▸ **EXERCISE REQUIREMENTS**:
Find the lines below holding the word "blur" and copy each of them.

▸ **GIVEN DATA**:
= = = = = = =
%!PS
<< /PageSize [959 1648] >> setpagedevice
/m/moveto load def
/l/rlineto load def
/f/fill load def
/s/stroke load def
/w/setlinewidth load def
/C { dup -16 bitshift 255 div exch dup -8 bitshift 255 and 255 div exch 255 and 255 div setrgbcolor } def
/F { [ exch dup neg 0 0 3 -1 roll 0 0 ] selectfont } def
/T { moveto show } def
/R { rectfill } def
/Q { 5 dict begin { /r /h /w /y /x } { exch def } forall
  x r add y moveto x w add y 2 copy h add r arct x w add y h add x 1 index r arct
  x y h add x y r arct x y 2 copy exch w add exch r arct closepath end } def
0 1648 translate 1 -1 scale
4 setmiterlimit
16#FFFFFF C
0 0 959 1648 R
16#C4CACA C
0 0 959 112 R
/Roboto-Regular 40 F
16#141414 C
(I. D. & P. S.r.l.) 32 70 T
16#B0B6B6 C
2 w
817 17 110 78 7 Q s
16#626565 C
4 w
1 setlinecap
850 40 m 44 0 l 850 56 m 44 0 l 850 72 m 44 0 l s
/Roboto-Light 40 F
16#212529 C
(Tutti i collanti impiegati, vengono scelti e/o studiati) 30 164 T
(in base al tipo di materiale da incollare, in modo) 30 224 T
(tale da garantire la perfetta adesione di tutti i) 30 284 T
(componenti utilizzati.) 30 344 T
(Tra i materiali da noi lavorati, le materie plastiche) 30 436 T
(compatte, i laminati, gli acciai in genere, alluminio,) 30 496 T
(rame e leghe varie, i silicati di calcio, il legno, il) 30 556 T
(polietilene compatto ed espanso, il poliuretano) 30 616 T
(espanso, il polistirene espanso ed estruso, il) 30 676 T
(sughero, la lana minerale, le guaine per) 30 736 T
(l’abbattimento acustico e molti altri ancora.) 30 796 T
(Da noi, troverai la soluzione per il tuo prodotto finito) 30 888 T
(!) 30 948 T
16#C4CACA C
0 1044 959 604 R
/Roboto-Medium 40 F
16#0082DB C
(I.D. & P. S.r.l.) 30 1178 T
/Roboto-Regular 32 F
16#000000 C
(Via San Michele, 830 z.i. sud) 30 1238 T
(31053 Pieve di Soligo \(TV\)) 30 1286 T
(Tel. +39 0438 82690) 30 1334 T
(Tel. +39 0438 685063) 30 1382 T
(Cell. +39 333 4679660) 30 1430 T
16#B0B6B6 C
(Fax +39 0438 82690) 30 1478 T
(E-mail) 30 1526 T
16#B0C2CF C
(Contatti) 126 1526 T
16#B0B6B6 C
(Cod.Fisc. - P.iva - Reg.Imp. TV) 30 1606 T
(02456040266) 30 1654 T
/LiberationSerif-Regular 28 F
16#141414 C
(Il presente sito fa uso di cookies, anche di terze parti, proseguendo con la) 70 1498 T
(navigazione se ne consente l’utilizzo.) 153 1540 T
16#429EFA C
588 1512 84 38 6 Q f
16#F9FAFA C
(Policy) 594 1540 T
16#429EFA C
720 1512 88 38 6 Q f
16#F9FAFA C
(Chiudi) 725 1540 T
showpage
= = = = = = =
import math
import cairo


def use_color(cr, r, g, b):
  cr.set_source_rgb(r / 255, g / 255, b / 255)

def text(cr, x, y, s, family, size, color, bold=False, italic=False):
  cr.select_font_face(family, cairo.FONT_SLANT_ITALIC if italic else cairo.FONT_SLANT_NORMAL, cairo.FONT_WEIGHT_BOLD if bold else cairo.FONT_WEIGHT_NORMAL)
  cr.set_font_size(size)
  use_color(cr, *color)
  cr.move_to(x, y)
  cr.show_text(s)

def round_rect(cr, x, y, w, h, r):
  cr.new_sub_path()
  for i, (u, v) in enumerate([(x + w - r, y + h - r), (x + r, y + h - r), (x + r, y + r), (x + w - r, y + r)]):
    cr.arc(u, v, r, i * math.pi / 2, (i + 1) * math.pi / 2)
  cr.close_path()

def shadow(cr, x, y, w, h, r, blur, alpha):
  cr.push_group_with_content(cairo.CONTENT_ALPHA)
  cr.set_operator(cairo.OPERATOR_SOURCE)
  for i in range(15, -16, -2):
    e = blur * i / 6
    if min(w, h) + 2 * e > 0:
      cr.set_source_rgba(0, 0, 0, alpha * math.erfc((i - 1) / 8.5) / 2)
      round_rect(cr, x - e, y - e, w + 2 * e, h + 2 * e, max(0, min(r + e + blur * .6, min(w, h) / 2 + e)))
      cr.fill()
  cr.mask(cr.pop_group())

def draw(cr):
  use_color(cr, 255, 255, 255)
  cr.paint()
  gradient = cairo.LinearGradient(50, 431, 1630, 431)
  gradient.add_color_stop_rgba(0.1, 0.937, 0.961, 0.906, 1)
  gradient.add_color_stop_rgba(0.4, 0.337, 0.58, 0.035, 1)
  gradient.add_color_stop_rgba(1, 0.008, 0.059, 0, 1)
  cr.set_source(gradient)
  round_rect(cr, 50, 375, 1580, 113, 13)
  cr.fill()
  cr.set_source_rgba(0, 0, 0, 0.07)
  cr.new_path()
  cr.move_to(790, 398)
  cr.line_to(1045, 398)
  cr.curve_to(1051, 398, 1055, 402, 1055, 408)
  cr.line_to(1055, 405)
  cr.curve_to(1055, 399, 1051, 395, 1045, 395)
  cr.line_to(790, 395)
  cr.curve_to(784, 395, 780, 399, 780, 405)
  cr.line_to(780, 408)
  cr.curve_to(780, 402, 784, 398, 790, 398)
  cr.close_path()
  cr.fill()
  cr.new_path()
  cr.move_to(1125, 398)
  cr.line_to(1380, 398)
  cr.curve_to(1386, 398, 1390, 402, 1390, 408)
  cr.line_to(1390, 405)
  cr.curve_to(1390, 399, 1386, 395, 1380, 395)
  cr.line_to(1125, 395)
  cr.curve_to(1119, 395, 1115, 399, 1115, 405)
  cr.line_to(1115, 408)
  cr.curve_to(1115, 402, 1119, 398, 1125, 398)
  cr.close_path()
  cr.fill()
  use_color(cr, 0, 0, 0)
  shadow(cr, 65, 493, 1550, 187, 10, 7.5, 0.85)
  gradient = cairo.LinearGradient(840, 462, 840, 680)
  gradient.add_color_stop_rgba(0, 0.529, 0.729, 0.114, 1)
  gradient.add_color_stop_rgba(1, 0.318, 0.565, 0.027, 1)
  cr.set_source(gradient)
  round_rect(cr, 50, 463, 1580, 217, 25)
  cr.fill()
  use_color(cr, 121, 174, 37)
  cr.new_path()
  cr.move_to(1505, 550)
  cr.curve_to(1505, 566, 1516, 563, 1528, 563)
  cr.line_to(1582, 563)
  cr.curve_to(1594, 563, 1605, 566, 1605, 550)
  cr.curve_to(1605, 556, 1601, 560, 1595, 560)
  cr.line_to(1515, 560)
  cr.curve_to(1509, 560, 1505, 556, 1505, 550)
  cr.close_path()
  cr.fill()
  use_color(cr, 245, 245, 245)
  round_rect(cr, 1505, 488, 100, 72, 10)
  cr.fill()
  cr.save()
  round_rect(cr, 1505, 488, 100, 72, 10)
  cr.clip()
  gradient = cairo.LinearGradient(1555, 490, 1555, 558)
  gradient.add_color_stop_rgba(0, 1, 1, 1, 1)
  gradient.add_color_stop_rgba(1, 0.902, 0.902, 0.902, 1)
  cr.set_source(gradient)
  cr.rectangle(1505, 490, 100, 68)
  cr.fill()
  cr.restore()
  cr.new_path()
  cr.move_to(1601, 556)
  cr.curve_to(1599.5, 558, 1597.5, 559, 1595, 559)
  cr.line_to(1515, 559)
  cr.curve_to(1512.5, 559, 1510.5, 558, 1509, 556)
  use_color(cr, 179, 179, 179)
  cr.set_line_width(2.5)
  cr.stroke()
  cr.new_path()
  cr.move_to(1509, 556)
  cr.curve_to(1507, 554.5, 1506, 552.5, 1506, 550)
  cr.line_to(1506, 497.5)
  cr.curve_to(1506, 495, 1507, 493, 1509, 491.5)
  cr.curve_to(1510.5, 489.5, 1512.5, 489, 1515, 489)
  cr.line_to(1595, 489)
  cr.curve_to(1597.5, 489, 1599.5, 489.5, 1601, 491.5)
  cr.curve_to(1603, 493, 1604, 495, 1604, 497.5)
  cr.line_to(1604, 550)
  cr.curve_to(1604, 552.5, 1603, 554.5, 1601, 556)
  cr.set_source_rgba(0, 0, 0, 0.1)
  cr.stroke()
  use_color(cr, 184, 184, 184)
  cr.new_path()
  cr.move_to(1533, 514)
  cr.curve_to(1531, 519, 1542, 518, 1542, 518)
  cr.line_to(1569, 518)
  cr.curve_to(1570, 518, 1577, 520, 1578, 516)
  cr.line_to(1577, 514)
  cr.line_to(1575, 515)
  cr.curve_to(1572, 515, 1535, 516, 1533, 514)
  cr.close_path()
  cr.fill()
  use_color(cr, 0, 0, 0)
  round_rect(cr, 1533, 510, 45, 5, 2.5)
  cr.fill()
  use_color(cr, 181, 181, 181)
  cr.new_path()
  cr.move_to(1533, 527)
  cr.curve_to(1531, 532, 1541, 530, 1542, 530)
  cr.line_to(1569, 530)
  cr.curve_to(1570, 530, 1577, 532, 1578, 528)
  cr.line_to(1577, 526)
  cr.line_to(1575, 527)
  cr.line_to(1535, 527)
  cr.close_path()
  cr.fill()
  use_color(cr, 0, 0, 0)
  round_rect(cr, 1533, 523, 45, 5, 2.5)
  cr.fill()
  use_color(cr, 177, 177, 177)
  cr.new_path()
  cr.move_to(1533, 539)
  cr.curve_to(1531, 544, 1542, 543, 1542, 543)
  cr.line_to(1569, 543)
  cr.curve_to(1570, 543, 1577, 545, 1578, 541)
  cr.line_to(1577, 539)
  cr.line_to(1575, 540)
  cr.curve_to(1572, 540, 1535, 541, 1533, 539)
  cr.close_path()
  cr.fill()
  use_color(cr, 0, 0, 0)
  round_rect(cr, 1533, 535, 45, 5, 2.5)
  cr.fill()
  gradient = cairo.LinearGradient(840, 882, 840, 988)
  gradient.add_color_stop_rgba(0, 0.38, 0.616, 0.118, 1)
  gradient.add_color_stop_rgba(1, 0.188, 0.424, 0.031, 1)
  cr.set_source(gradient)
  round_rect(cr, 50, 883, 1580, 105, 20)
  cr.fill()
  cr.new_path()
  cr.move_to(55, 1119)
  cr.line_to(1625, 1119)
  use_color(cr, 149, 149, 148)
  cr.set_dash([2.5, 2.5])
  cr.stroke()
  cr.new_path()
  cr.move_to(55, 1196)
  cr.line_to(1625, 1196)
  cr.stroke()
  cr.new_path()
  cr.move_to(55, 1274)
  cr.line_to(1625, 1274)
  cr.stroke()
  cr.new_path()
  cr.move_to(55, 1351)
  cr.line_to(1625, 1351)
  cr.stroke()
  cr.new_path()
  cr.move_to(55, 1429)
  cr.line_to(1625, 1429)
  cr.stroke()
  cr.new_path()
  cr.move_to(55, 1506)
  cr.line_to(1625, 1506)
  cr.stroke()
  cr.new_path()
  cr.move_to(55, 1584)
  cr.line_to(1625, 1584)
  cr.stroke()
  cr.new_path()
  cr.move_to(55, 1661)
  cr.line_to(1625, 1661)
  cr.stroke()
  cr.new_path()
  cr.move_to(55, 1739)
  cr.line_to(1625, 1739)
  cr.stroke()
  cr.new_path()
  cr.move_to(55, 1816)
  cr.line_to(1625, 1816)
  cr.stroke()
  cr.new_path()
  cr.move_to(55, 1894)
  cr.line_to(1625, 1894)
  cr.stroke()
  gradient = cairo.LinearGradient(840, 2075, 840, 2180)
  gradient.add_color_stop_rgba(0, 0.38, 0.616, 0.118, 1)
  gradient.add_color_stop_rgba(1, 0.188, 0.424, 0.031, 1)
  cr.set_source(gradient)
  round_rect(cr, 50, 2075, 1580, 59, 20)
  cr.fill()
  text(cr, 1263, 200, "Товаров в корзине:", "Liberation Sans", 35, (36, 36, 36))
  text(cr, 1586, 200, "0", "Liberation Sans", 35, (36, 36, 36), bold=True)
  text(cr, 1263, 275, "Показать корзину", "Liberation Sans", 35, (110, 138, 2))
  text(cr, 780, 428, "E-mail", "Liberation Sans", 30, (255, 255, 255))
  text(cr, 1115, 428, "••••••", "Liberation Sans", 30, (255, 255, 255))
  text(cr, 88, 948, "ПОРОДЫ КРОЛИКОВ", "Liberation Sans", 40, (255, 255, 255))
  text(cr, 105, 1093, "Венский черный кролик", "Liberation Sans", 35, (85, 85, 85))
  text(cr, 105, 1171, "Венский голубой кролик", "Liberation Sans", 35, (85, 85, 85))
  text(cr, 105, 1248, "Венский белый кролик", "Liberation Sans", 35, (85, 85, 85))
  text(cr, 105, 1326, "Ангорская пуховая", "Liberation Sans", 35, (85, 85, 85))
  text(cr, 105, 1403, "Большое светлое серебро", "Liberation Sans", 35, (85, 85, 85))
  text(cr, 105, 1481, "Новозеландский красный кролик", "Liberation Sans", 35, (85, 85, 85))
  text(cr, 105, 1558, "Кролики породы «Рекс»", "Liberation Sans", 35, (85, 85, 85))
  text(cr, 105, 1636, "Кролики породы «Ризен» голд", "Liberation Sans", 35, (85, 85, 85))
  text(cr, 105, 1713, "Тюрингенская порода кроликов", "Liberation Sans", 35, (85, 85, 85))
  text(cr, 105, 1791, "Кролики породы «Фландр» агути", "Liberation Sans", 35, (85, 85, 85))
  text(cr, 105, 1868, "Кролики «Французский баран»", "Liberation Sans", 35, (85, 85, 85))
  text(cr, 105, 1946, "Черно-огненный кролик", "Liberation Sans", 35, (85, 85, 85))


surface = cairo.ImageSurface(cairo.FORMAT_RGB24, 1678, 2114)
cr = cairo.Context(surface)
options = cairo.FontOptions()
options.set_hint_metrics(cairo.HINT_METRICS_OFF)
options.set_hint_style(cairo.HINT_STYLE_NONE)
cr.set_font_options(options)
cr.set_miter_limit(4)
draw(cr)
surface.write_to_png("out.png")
= = = = = = =
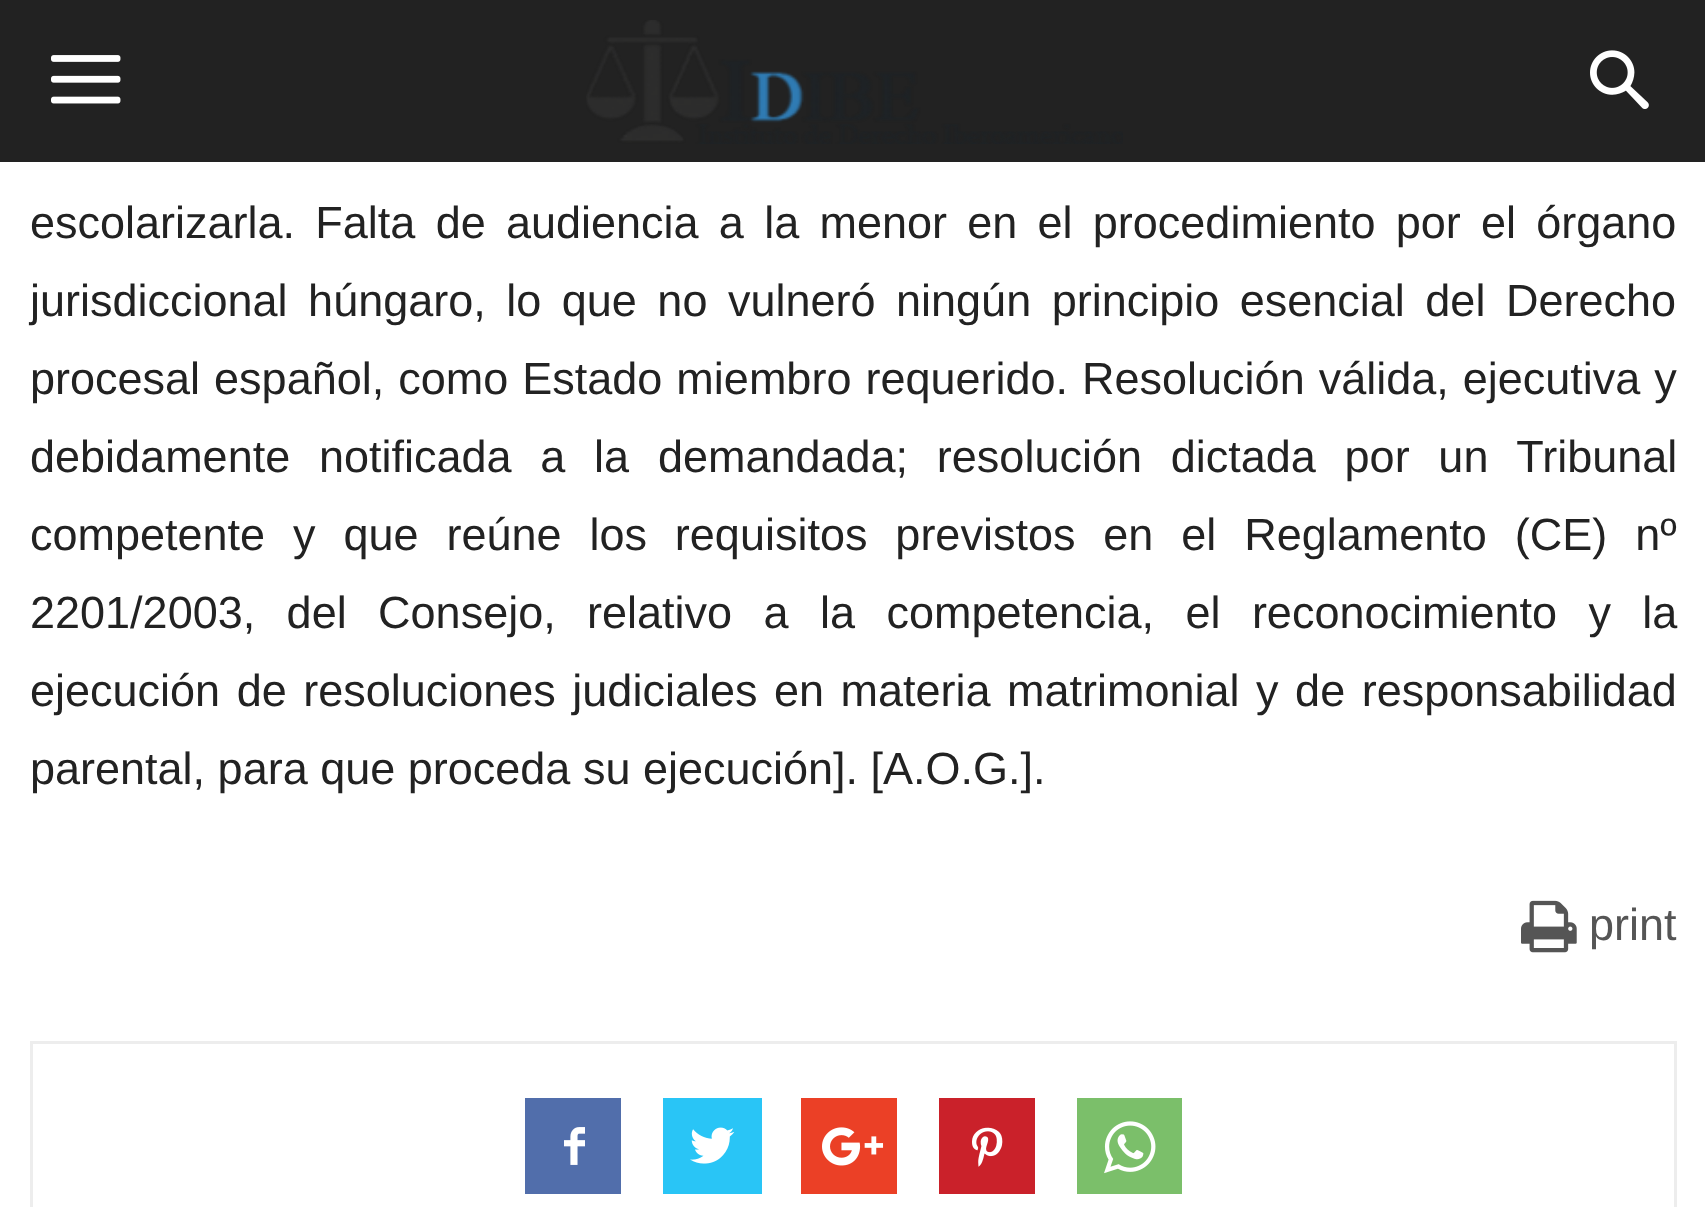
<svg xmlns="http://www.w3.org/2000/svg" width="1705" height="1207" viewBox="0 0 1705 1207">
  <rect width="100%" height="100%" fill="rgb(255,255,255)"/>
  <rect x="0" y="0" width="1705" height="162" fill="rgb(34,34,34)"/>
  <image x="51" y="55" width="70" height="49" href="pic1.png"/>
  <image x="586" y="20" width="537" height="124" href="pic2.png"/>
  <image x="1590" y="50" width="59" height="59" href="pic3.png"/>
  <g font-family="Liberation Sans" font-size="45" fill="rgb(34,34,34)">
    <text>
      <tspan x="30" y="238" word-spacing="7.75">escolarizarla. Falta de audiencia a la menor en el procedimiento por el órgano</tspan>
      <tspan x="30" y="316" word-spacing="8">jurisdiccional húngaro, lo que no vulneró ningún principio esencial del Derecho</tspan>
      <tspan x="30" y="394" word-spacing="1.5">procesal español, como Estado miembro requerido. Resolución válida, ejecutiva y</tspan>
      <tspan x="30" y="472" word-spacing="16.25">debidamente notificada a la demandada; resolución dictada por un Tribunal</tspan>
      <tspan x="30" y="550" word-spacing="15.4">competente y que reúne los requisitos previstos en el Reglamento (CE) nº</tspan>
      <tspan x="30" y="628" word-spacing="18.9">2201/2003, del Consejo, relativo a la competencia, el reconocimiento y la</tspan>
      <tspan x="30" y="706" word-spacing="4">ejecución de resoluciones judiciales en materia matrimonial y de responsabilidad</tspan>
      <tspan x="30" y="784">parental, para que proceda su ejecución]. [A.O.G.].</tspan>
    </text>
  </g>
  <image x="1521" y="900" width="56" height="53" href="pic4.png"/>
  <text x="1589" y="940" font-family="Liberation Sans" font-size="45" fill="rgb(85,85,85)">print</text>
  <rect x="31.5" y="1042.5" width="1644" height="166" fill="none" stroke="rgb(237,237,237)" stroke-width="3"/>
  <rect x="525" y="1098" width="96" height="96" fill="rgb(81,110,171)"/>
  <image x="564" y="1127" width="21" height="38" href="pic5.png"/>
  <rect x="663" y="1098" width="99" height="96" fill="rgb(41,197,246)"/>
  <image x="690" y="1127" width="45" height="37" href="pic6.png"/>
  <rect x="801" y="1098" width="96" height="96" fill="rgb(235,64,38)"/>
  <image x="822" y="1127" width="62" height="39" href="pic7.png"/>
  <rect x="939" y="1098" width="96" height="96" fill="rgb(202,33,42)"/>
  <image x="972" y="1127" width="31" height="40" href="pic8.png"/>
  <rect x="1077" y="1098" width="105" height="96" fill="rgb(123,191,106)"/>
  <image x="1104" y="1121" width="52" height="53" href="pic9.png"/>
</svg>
= = = = = = =
▸ **FINISHED TASK**:
def shadow(cr, x, y, w, h, r, blur, alpha):
    e = blur * i / 6
      round_rect(cr, x - e, y - e, w + 2 * e, h + 2 * e, max(0, min(r + e + blur * .6, min(w, h) / 2 + e)))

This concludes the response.